# solveRationalSystem -- approximates solutions to a rational system of equations

## Synopsis

• Usage:
solveRationalSystem (f)
• Inputs:
• f, a list, a system of rational equations with a finite number of solutions
• Optional inputs:
• Verbose => ..., -- option to specify whether additional output is wanted
• Outputs:
• a list, containing the solutions of f, each of type Point
• Consequences:
• converts the rational system into a Laurent system, invokes the commands phc -b and phc -z,

• adds slack variables if needed (i.e. if system is overdetermined),

• writes the system to temporary file,

• launches the blackbox solver,

• stores the output of phc in a temporary file,

• parses and outputs the solutions.

## Description

This function returns numerical approximations of all complex solutions of a rational system.
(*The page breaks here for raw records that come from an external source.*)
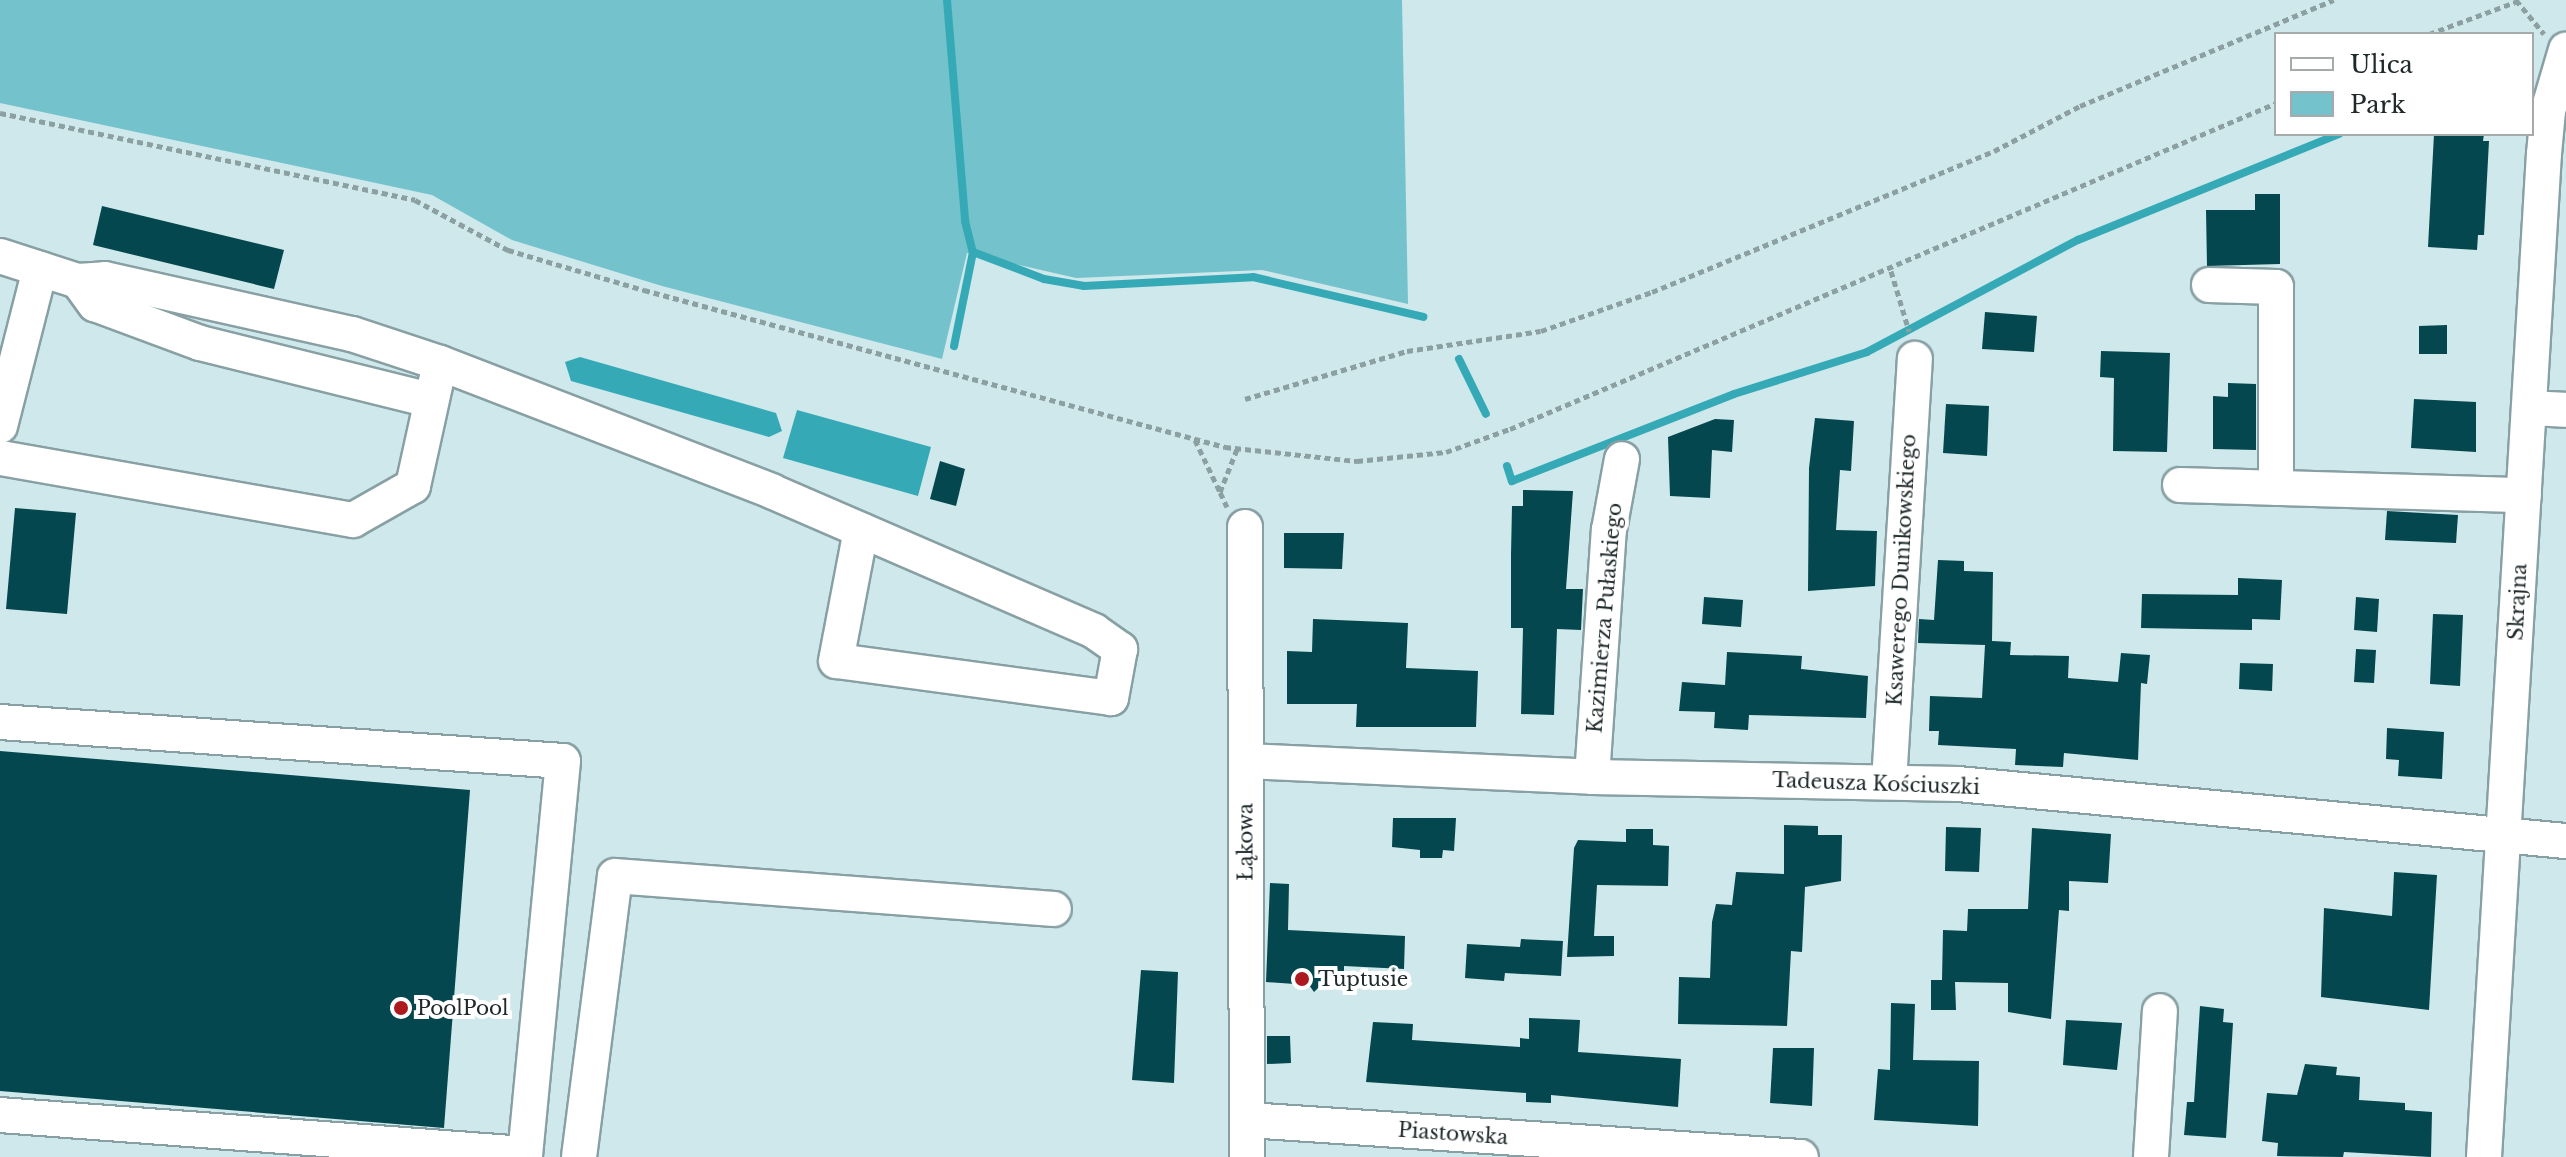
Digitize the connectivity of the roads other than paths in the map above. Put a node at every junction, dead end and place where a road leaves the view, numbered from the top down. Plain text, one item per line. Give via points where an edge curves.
1 (2561, 45) edge
2 (0, 256) edge
3 (40, 269) junction
4 (78, 281) junction
5 (2209, 285) dead end
6 (1915, 359) dead end
7 (440, 363) junction
8 (430, 400) junction
9 (2530, 408) junction
10 (2566, 410) edge
11 (0, 426) edge
12 (0, 458) edge
13 (1622, 459) dead end
14 (2180, 485) dead end
15 (2276, 488) junction
16 (2524, 495) junction
17 (1245, 527) road end
18 (861, 530) junction
19 (0, 722) edge
20 (1246, 761) junction
21 (1592, 777) junction
22 (1889, 782) junction
23 (2505, 836) junction
24 (2566, 841) edge
25 (1054, 909) dead end
26 (2160, 1011) dead end
27 (0, 1115) edge
28 (1248, 1120) junction
29 (525, 1155) edge
30 (579, 1157) edge
31 (1247, 1157) edge
32 (1801, 1157) edge
33 (2151, 1157) edge
34 (2484, 1157) edge

1 - 9 street, Skrajna via 2548,111
2 - 3 street
3 - 4 street
3 - 11 street
4 - 7 street via 105,279 258,311
4 - 8 street via 95,304 200,343
5 - 15 street via 2276,287
6 - 22 street, Ksawerego Dunikowskiego
7 - 8 street
7 - 18 street
8 - 12 street via 413,486 353,520
9 - 10 street
9 - 16 street, Skrajna
13 - 21 street, Kazimierza Pułaskiego via 1609,530
14 - 15 street
15 - 16 street
16 - 23 street, Skrajna
17 - 20 street, Łąkowa
18 - 18 street via 1094,631 1120,649 1111,698 836,661
19 - 29 street via 563,761
20 - 21 street, Tadeusza Kościuszki
20 - 28 street, Łąkowa
21 - 22 street, Tadeusza Kościuszki
22 - 23 street, Tadeusza Kościuszki
23 - 24 street, Tadeusza Kościuszki
23 - 34 street, Skrajna
25 - 30 street via 615,876
26 - 33 street
27 - 29 street
28 - 31 street, Łąkowa
28 - 32 street, Piastowska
The function converts the system to a Laurent polynomial system and then calls PHCpack’s blackbox solver.

 `i1 : R = QQ[x,y,z];` `i2 : system = {y-x^2, z-x^3, (x+y+z-1)/x};` ```i3 : sols = solveRationalSystem(system) o3 = {{.543689, .295598, .160713}, {-.771845-1.11514*ii, -.647799+1.72143*ii, 2.41964-.606291*ii}, {-.771845+1.11514*ii, -.647799-1.72143*ii, 2.41964+.606291*ii}} o3 : List```

The solutions are of type Point. Each Point comes with diagnostics. For example, LastT is the end value of the continuation parameter; if it equals 1, then the solver reached the end of the path properly.

 ```i4 : peek first sols o4 = Point{ConditionNumber => 4.87567 } Coordinates => {.543689, .295598, .160713} LastT => 1 SolutionStatus => Regular```